> [YOUR INSTRUCTIONS] Search the records for the string "minor" and copy every line in which it appears.

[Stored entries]
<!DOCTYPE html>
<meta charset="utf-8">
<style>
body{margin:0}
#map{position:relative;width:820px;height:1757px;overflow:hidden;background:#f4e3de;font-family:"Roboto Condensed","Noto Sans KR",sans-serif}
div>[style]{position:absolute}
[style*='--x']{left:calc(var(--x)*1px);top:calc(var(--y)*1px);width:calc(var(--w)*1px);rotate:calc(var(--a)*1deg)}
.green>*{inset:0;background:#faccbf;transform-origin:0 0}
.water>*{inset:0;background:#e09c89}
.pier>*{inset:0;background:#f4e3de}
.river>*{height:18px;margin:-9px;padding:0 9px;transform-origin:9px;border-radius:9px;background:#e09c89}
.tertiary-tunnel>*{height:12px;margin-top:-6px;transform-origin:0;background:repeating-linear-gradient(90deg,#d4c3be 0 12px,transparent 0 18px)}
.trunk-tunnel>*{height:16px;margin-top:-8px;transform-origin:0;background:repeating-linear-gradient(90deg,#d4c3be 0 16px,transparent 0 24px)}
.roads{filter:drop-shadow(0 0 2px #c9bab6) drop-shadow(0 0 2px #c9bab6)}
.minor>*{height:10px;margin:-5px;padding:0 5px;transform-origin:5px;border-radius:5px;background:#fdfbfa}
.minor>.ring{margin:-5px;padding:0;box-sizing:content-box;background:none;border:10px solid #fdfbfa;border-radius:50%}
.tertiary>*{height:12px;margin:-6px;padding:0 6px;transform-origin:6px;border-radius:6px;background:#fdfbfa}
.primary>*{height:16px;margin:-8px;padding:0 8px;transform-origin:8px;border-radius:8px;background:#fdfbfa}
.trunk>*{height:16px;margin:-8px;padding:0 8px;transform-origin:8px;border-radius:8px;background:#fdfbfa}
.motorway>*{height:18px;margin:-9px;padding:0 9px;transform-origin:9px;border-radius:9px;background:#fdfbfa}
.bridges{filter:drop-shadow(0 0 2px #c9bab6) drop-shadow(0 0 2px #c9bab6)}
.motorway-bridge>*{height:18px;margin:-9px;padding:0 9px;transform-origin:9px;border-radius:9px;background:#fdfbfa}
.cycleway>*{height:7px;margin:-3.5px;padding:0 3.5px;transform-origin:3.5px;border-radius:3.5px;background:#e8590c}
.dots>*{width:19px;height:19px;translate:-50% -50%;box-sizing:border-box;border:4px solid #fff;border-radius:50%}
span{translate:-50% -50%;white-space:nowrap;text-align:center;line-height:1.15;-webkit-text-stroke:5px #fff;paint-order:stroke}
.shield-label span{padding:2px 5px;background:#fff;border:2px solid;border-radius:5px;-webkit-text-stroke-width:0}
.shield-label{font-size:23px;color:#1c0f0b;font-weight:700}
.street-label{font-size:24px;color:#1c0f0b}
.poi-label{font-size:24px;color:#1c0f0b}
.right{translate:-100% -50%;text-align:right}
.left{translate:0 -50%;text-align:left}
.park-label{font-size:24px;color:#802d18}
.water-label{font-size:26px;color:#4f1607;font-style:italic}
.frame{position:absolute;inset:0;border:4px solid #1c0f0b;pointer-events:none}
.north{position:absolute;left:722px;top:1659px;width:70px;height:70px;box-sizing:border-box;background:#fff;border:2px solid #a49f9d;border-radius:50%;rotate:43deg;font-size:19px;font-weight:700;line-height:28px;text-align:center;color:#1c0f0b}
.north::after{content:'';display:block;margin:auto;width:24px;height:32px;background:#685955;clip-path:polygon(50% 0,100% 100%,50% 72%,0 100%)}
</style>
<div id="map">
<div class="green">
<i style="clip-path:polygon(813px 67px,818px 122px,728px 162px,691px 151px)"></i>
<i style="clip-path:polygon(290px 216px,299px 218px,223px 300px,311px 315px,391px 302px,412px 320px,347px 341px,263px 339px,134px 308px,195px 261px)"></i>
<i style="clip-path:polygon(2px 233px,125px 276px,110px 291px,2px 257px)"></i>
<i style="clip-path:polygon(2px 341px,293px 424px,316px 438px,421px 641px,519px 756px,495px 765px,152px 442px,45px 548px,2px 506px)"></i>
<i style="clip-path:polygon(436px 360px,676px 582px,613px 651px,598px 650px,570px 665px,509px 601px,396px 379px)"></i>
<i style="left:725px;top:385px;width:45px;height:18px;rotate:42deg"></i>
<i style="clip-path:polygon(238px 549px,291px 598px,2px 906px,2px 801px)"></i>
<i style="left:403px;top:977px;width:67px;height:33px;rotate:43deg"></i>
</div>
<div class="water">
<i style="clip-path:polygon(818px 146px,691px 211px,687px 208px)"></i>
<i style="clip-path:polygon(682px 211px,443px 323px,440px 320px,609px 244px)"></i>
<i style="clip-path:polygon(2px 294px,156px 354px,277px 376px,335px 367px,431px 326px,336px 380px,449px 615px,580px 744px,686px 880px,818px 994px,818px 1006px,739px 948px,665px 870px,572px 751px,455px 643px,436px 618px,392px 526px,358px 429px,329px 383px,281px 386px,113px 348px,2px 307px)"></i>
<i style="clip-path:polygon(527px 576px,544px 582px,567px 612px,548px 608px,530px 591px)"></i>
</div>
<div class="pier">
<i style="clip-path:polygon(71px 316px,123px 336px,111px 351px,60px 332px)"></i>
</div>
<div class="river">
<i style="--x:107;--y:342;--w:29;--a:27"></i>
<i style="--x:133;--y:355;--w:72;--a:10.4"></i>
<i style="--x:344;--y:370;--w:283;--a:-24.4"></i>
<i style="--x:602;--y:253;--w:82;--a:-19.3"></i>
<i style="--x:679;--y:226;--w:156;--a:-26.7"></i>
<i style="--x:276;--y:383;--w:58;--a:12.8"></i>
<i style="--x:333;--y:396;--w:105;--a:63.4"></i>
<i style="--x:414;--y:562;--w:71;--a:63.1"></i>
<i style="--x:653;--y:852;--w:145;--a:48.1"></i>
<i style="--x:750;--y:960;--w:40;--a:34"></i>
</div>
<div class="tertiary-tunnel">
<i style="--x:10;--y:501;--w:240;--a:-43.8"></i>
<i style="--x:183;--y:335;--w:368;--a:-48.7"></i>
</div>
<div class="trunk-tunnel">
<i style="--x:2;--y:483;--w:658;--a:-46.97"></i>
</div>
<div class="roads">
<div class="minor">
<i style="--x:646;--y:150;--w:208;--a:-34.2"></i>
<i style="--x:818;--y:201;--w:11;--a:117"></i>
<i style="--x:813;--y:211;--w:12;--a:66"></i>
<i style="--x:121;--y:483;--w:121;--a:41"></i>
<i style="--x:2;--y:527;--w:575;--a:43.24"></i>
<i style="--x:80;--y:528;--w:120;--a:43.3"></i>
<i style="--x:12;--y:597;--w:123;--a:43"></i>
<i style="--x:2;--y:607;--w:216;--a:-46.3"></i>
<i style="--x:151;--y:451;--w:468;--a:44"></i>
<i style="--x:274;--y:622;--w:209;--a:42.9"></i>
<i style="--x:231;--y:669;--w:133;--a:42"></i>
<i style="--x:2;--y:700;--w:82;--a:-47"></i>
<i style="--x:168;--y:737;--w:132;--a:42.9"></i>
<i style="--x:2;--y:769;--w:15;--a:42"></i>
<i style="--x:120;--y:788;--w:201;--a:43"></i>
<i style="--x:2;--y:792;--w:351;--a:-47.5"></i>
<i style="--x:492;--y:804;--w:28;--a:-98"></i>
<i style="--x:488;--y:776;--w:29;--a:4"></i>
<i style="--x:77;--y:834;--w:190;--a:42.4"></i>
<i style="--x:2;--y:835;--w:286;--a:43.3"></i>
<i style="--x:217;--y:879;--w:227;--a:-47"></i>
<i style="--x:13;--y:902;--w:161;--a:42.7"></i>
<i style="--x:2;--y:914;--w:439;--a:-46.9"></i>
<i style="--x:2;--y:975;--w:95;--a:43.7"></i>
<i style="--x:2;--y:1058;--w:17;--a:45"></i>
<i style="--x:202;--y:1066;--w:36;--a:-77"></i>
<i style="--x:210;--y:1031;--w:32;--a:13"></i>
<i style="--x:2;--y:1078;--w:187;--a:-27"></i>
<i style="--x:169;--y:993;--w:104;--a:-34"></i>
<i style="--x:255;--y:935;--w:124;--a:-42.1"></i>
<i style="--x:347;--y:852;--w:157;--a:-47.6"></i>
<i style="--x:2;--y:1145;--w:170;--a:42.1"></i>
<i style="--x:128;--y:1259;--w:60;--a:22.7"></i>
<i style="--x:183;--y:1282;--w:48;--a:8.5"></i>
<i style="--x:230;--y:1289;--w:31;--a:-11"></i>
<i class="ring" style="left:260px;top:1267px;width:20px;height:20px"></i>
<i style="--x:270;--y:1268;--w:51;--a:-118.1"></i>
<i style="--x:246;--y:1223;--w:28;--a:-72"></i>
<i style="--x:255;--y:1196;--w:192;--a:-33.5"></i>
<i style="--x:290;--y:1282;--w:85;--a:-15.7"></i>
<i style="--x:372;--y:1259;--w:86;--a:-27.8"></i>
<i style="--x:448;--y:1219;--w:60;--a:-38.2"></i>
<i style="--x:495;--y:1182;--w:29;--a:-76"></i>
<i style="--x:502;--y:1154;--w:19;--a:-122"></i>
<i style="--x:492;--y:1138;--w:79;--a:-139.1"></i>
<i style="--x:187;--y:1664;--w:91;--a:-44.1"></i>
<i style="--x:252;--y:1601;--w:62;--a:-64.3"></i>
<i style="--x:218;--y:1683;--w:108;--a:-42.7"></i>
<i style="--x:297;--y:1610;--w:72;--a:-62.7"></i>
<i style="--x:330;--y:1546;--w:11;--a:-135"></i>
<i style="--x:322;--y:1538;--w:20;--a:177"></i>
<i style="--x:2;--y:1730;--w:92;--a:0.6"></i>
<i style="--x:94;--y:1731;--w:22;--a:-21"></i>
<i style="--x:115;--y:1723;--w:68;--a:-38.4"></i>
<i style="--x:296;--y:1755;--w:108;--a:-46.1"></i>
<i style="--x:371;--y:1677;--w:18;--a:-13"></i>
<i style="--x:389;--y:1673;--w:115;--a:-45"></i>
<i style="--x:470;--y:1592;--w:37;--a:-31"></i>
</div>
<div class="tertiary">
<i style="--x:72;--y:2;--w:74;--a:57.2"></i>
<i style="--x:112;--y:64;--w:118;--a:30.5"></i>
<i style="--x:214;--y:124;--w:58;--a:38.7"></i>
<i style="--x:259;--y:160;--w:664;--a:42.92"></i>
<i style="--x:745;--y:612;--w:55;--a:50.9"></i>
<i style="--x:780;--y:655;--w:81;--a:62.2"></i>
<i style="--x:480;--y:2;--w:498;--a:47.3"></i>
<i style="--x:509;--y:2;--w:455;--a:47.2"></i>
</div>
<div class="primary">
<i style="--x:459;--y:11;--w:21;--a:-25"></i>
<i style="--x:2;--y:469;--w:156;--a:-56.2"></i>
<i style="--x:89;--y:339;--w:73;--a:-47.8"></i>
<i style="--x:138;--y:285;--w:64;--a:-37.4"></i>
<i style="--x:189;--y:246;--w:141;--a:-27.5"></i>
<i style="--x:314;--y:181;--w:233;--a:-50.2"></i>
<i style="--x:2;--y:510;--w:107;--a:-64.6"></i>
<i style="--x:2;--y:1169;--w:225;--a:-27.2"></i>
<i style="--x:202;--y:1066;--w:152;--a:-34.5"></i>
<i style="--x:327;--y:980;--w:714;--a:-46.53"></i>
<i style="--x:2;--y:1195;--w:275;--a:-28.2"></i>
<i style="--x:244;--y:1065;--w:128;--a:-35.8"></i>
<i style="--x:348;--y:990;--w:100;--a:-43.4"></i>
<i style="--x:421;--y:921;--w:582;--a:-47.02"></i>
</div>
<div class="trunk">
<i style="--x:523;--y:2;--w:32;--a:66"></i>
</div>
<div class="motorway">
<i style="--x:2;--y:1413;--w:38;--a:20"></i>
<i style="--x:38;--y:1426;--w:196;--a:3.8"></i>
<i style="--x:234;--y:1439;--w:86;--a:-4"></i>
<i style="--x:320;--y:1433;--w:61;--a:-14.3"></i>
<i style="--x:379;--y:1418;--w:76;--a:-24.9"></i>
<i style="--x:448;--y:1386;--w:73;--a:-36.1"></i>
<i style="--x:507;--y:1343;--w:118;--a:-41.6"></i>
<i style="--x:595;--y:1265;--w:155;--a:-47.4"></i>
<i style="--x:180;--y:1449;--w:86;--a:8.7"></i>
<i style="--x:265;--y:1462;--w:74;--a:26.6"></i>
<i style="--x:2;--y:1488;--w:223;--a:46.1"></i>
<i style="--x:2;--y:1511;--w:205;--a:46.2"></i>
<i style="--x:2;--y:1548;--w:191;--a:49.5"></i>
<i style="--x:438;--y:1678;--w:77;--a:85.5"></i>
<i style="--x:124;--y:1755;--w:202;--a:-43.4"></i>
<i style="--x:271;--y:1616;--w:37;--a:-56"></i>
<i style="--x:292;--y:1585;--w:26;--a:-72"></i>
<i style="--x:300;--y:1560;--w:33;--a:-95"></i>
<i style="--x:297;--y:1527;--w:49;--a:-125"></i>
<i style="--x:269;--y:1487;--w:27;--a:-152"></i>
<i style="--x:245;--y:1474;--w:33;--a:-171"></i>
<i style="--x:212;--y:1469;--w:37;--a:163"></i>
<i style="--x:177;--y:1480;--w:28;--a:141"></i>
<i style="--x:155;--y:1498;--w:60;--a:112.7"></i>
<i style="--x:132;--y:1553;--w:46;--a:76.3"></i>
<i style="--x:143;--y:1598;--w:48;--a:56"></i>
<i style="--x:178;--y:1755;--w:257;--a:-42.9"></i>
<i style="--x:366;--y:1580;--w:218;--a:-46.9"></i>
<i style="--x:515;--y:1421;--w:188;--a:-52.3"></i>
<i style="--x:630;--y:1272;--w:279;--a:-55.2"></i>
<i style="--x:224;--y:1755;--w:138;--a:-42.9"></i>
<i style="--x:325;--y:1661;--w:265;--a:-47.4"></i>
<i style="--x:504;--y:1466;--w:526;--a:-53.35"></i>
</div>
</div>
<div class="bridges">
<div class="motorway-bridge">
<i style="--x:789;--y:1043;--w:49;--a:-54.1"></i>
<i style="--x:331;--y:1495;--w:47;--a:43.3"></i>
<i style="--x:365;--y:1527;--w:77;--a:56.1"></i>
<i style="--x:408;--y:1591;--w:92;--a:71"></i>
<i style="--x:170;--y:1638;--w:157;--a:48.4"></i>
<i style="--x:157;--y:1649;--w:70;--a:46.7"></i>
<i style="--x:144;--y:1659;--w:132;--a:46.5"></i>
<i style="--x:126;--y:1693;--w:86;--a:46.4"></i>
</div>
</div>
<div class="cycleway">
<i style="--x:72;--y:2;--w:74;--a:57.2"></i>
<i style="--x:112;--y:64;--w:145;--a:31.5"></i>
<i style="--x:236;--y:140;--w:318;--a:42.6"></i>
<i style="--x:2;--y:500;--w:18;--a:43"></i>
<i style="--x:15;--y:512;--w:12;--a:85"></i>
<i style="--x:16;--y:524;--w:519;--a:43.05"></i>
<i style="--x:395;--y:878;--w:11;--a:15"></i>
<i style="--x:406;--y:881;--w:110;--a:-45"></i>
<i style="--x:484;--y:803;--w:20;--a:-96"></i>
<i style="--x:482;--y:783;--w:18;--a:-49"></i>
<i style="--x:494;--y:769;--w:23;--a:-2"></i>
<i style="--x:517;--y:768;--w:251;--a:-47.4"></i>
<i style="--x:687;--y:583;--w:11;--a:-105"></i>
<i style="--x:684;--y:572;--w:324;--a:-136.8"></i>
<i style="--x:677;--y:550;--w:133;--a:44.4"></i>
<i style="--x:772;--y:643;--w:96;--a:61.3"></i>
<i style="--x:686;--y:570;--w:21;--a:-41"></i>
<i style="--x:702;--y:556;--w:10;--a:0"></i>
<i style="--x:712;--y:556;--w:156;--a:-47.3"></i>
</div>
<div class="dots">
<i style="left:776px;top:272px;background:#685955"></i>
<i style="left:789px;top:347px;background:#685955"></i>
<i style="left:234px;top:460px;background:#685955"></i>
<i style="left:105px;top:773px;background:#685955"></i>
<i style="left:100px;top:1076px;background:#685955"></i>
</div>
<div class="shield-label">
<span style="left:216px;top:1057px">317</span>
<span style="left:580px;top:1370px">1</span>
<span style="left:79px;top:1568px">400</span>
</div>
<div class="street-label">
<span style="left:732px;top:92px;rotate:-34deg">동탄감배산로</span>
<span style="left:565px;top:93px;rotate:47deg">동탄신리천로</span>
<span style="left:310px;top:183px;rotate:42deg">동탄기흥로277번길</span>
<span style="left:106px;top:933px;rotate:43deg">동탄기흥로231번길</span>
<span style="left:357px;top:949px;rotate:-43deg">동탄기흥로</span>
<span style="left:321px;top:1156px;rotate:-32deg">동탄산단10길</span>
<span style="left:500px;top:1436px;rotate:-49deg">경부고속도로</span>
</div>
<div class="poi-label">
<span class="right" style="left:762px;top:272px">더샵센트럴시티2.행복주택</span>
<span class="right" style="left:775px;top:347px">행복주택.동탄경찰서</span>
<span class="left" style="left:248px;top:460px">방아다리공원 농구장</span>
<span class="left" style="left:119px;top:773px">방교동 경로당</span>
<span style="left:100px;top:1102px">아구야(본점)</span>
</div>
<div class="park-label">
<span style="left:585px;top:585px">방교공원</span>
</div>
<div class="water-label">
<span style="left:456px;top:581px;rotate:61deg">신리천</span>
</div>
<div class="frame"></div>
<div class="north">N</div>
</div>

> [ANSWER SPACE]
.minor>*{height:10px;margin:-5px;padding:0 5px;transform-origin:5px;border-radius:5px;background:#fdfbfa}
.minor>.ring{margin:-5px;padding:0;box-sizing:content-box;background:none;border:10px solid #fdfbfa;border-radius:50%}
<div class="minor">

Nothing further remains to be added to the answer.